As I like to do from time to time, I just indulged my longing for inspiration by re-reading Dr. Martin Luther King’s brilliant Letter From a Birmingham Jail, and watching the I’ve Been to the Mountaintop speech, which he gave the day before being assassinated. My heart is aflame with the greatness that spilled forth from his fingers and his vocal chords, and my mind has been set free upon the vast web of justice that weaves its way through the crowd of injustice and indifference that fills the hallways and stairways of history. And as my mind takes that circuitous and precipitous journey I am inclined to ponder the powerful and untapped potential of language, the way in which audacious metaphors, wild, jagged, irreverent intonations and history-laden gesticulations can cut through suffering, can alter the current that carries with it the status quo.
I disdain the trepidation with which most speak, the reluctance to invoke gods, myths, great men and women, poems, stories, hymns and legends. I cannot tolerate the assertion that poverty and pollution are inevitable or unsolvable. I laugh at the thought that idealism is only for the young. I want to shout with the loudspeakers of my lungs that anything is possible, that a dogged, unwavering passion for Truth and Justice can overcome a tsunami of hatred or ignorance. I weep at the words “I can’t,” and feel bliss when I hear the phrase “I have an idea. . .”

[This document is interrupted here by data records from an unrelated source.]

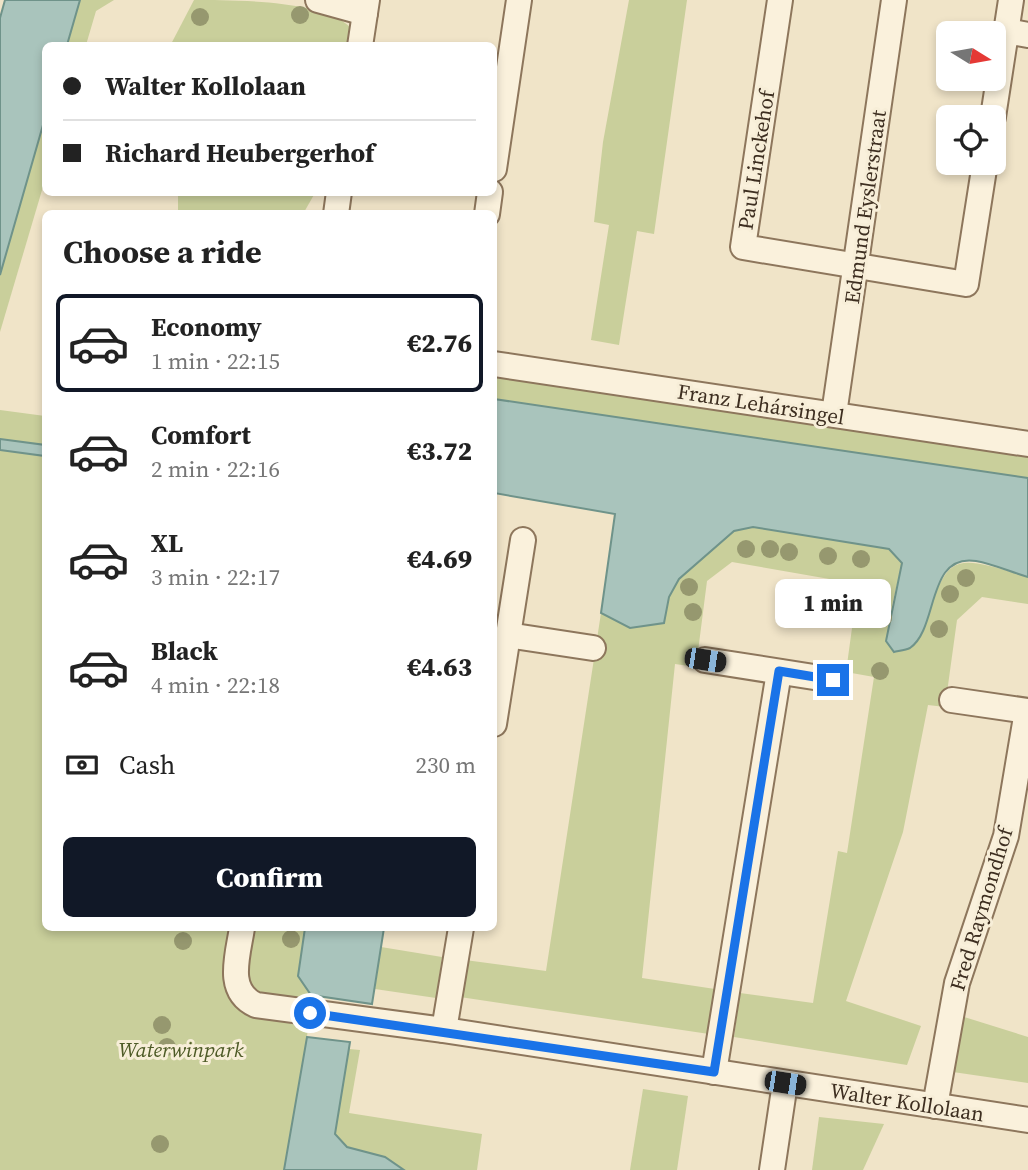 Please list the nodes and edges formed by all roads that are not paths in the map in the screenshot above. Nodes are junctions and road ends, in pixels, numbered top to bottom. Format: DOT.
graph roads {
  1 [pos="318,0"];
  2 [pos="519,0"];
  3 [pos="780,0"];
  4 [pos="894,0"];
  5 [pos="1011,0"];
  6 [pos="366,7"];
  7 [pos="1017,33"];
  8 [pos="361,42"];
  9 [pos="996,105"];
  10 [pos="497,149"];
  11 [pos="983,175"];
  12 [pos="856,265"];
  13 [pos="497,364"];
  14 [pos="834,415"];
  15 [pos="1028,444"];
  16 [pos="523,540"];
  17 [pos="508,635"];
  18 [pos="593,648"];
  19 [pos="705,660"];
  20 [pos="779,671"];
  21 [pos="833,680"];
  22 [pos="952,700"];
  23 [pos="497,705"];
  24 [pos="1028,711"];
  25 [pos="242,931"];
  26 [pos="460,931"];
  27 [pos="444,1030"];
  28 [pos="714,1072"];
  29 [pos="785,1083"];
  30 [pos="935,1106"];
  31 [pos="1028,1120"];
  32 [pos="772,1170"];
  1 -- 6 [label="street"];
  2 -- 10 [label="street"];
  3 -- 12 [label="street, Paul Linckehof"];
  4 -- 12 [label="street, Edmund Eyslerstraat"];
  5 -- 7 [label="street"];
  6 -- 8 [label="street"];
  7 -- 9 [label="street"];
  11 -- 12 [label="street"];
  12 -- 14 [label="street, Edmund Eyslerstraat"];
  13 -- 14 [label="street, Franz Lehársingel"];
  14 -- 15 [label="street, Franz Lehársingel"];
  16 -- 17 [label="street"];
  17 -- 18 [label="street"];
  17 -- 23 [label="street"];
  19 -- 20 [label="street"];
  20 -- 21 [label="street"];
  20 -- 28 [label="street"];
  22 -- 24 [label="street, Fred Raymondhof"];
  24 -- 30 [label="street, Fred Raymondhof"];
  25 -- 27 [label="street, Walter Kollolaan"];
  26 -- 27 [label="street"];
  27 -- 28 [label="street, Walter Kollolaan"];
  28 -- 29 [label="street, Walter Kollolaan"];
  29 -- 30 [label="street, Walter Kollolaan"];
  29 -- 32 [label="street"];
  30 -- 31 [label="street, Walter Kollolaan"];
}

What MLK–and all the great men and women of the past and present–show us, is that “the spirit of an individual can supersede the entire clockwork of history.” A passion that travels faster than the speed of light and fills the entire universe with the Heisenberg vibration of atoms ruptures the cells of my veins and causes ecstasy to spill through my body. That passion ought to send individuals forth into the world with more momentum than a freight train, barreling through the walls of “what is” and arriving at the destination of “what is possible.” The journey between the two is the real subject of all religion and mythology, the real purpose of existence.
It strikes me as incomprehensibly fascinating that Henry David Thoreau’s essay On The Duty of Civil Disobedience, written in the Northeastern United States, later inspired Mahatma Gandhi’s civil disobedience in South Africa and India. Still more fascinating is the fact that Gandhi, when he was a young man living in South Africa and experimenting with life on a commune, exchanged several letters with the then very old Leo Tolstoy, who had become increasingly religious–practicing what he called “primitive Christianity”–and who had also been living on a commune of his own. Finally, I am amazed that both Thoreau and Gandhi later influenced Martin Luther King and countless other leaders who pushed humanity closer to the doors that lead to freedom.
From this chain of causation and influence I conclude that it is our sacred duty to sing the notes of our inner being as loudly, as brazenly and as consistently as possible. I refer not to the petty, the humorous, the temporary–though those have their place, to be sure–but rather to that which is rooted not in our eyes but in our gaze, not in our brains but our minds. After all, according to Thoreau, “to affect the quality of the day, that is the highest of arts. Every man [and woman] is tasked to make his life, even in its details, worthy of the contemplation of his most elevated and critical hour.”
In this tremendous time of technological innovation, astounding wealth and egregious poverty, obesity and famine, opulence and drudgery, what better art to practice than to affect the quality of day with blogs, twitter posts, google searches, protests, market-based solutions, divestment campaigns, just investments, small actions and big ideas? Never before have the trailbrazers of justice been armed with so many tools; never before has the sharing of ideas and the acquisition of information been more easy.
What we cannot afford to do is to become a reticent and complacent generation, afraid that the time of great speeches and great actions is over. Barack Obama became President of the United States because he understood very intimately the importance of reaching people by reaching back into the past and reaching forward into the future. Let us then do as Walt Whitman did:
I too am not a bit tamed, I too am untranslatable,
I sound my barbaric yawp over the roofs of the world.
And when we sound our yawp, let it be filled with passion, wisdom, knowledge, and lust for the beauty and possibility of the world. Let it be filled with poetry, with mythology, with fearlessness, with humanity and with divinity. Let us look back to the past with an eye to the future, all while working tirelessly, ceaselessly to create a more free, fair and prosperous planet. As MLK wrote, “an injustice anywhere is a threat to justice everywhere.” That we do not feel threatened is a testament to our inattentiveness, and the need for us to Dream Forcefully, Speak Loudly and Act Boldly.